La finance islamique fait beaucoup parler, et semble être un sujet qui attire beaucoup de recherches et d’intérêt académique en ce moment. Certaines personnes la craignent et y voient une atteinte à la laïcité et l’égalité face au droit. Il n’est pas déplacé de dire que cette crainte s’inscrit dans un contexte plus large de peur de l’Islam. Sans être un spécialiste de la banque islamique ou avoir une expérience particulière avec ce genre d’établissement, le problème que j’ai avec le discours de ces auteurs c’est que la différence entre finance islamique et finance classique me semble surtout superficielle.
Dans les grandes lignes, le principe de la finance islamique est d’établir une liste restreinte de contrats types, qui énumèrent les types de transactions autorisées. Sont surtout interdites les transactions spéculatives, les transactions où « l’argent génère de l’argent », et les transactions où une des deux parties est jugée comme dominante. A l’intérieur de la banque, une commission examine les activités de la banque pour certifier que ses relations contractuelles sont assimilables aux contrats autorisés. Ces commissions s’appellent des Sharia board.
Avant d’y voir un véritable chamboulement de la façon dont la banque fait affaires, il faut se rappeler un certain nombre de points. Tout d’abord, même dans la finance classique les membres de conseils d’orientation ou d’administration peuvent s’opposer à ce que la banque s’engage dans certaines activités à cause de considérations éthiques. Il serait illusoire de penser que dans la banque classique l’exécutif est un homo oeconomicus maximisateur sans foi ni éthique. Les directeurs des banques prennent des décisions, et dans ces décisions certaines prétentions morales s’infiltrent inévitablement. Et ceci sans même s’étendre sur l’existence de la finance socialement et écologiquement responsable, et autres produits déjà éthiquement et moralement chargés. Prendre en compte certains critères moraux, religieux et éthiques n’est donc pas quelque chose de nouveau pour la banque.

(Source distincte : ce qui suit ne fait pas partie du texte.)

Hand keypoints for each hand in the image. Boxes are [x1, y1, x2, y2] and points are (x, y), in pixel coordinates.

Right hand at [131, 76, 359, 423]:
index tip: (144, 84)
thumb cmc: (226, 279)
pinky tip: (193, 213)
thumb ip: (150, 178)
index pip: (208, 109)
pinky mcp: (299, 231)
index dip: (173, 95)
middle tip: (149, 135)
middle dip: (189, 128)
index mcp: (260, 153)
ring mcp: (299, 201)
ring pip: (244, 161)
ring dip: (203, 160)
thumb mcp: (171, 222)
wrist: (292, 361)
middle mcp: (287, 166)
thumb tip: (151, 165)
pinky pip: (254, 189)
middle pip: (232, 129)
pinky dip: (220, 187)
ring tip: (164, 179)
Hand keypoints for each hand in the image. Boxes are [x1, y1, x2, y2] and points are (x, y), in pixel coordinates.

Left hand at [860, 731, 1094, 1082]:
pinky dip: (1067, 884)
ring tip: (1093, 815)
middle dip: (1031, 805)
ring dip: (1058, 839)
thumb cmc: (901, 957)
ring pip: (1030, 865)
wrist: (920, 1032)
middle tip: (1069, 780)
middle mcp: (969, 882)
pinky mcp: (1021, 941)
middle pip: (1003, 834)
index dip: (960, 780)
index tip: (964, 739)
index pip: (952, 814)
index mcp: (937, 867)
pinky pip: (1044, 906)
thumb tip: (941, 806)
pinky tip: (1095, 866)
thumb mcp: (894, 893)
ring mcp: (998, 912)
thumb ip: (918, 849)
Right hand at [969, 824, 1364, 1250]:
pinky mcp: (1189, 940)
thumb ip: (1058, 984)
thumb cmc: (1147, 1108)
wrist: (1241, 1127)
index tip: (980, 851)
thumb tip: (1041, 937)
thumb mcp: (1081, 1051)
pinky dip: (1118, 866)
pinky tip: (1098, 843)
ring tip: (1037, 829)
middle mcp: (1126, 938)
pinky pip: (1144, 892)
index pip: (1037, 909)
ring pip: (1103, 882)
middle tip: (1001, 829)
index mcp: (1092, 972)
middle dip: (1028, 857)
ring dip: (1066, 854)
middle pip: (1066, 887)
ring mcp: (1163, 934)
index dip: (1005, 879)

Une des caractéristiques majeures de la finance islamique est de ne pas recourir au taux d’intérêt. On peut être sceptique sur cette prétention pour plusieurs raisons. D’abord, le refinancement des banques islamiques pose problème ; comment s’approvisionner en liquidités sans taux d’intérêt ni titrisation, ni aucun autre outil moderne ? On peut se poser la question à savoir si, face à des crises de liquidité, le Sharia board n’autorisera pas le recours aux marchés monétaires, à taux d’intérêt, pour trouver des liquidités. Et même si ce n’est pas le cas, la finance islamique intervient dans un monde où ses clients et paires se fournissent, se financent et fonctionnent à taux d’intérêt. Imagine-t-on une banque islamique refuser de s’approvisionner en fournitures de bureau parce que la transaction suppose un crédit commercial implicite ? Lorsqu’on s’intéresse au phénomène de plus près, il n’est pas clair de ce qu’il reste de la différence entre finance islamique et finance classique.

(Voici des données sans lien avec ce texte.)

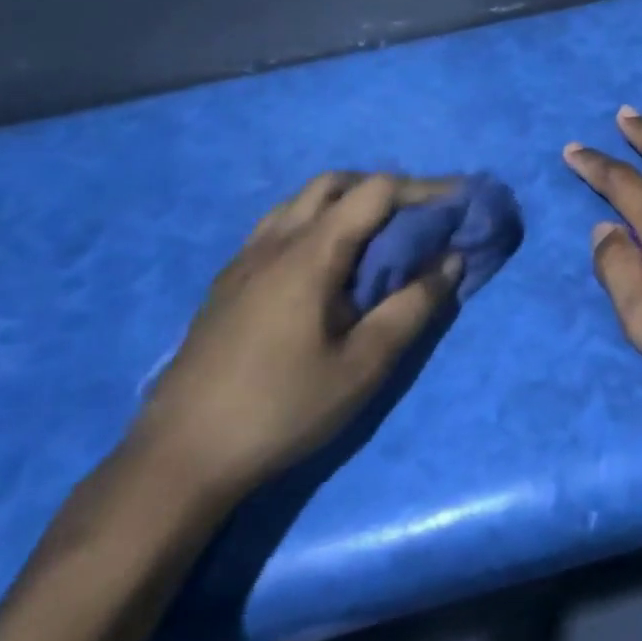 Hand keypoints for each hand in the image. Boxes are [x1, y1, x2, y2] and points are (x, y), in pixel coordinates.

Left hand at [129, 173, 460, 500]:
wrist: (180, 456)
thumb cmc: (282, 408)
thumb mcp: (364, 365)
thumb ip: (412, 307)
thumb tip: (451, 260)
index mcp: (309, 254)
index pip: (375, 192)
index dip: (424, 189)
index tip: (460, 202)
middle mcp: (273, 241)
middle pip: (334, 184)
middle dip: (385, 189)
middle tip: (420, 217)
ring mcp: (244, 259)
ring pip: (301, 202)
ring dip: (348, 202)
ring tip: (379, 236)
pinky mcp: (228, 282)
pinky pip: (279, 227)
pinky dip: (318, 222)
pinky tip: (328, 265) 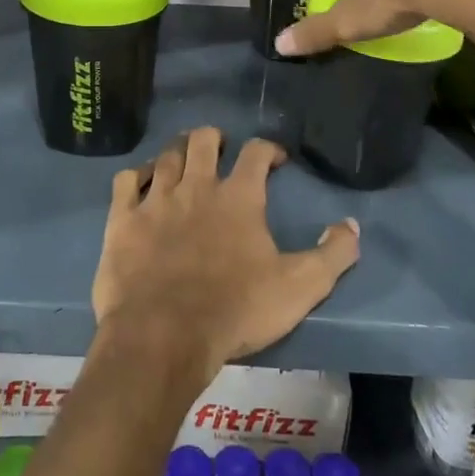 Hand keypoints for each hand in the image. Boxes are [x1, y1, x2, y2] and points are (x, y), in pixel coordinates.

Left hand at [91, 129, 358, 380]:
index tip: (275, 159)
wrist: (162, 337)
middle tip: (221, 149)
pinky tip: (142, 183)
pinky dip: (137, 175)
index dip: (269, 148)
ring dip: (178, 152)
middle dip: (215, 138)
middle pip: (204, 140)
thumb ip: (333, 255)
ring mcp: (156, 200)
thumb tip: (351, 224)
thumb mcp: (300, 288)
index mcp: (239, 197)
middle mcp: (196, 186)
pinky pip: (126, 180)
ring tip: (184, 159)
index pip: (256, 152)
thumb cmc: (235, 311)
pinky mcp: (123, 219)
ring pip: (166, 155) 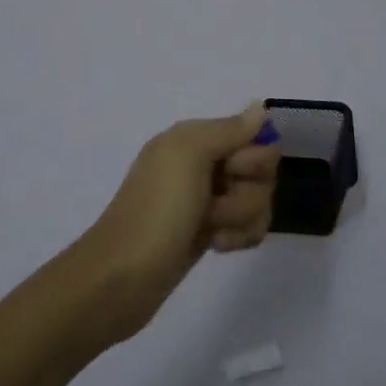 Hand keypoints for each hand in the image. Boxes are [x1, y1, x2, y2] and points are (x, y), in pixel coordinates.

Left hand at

Une autre raison pour laquelle la distinction est galvaudée est que les banques islamiques sont en concurrence avec les banques classiques, et que les conditions de leurs opérations prennent forcément comme référence le coût des crédits traditionnels. Ce qui fait qu’au final, la différence se trouve dans les manipulations comptables invisibles pour le client, et pas réellement dans les conditions de financement ou dans leur coût. Mais encore, l’une des opérations typiques de la banque islamique est l’achat-rachat, où la banque achète un bien à votre nom et vous le revend petit à petit pour éviter de recourir au taux d’intérêt, existe déjà depuis longtemps en finance classique sous la forme du leasing ou des contrats de « repo ».
Pour toutes ces raisons, il me semble que la différence entre finance classique et finance islamique est plutôt superficielle et un artifice marketing qu’une véritable révolution financière. Les craintes de communautarisme sont absurdes ; la banque islamique ne s’inscrit pas en marge du système, mais a des maintes relations contractuelles avec des organisations qui ne respectent pas la charia. Au final, les outils qui caractérisent la finance islamique sont des outils que la finance classique utilise tous les jours. Comme l’écrivait Jean-Yves Naudet, le drame c’est qu’en France tout doive passer par un contrat-type formel approuvé par l’Etat. Sans cette absence de liberté contractuelle en finance il n’y aurait jamais eu de lois qui font directement référence au caractère religieux de ces contrats. C’est l’absence de liberté contractuelle qui est un obstacle à l’égalité face au droit et la laïcité, et pas la finance islamique.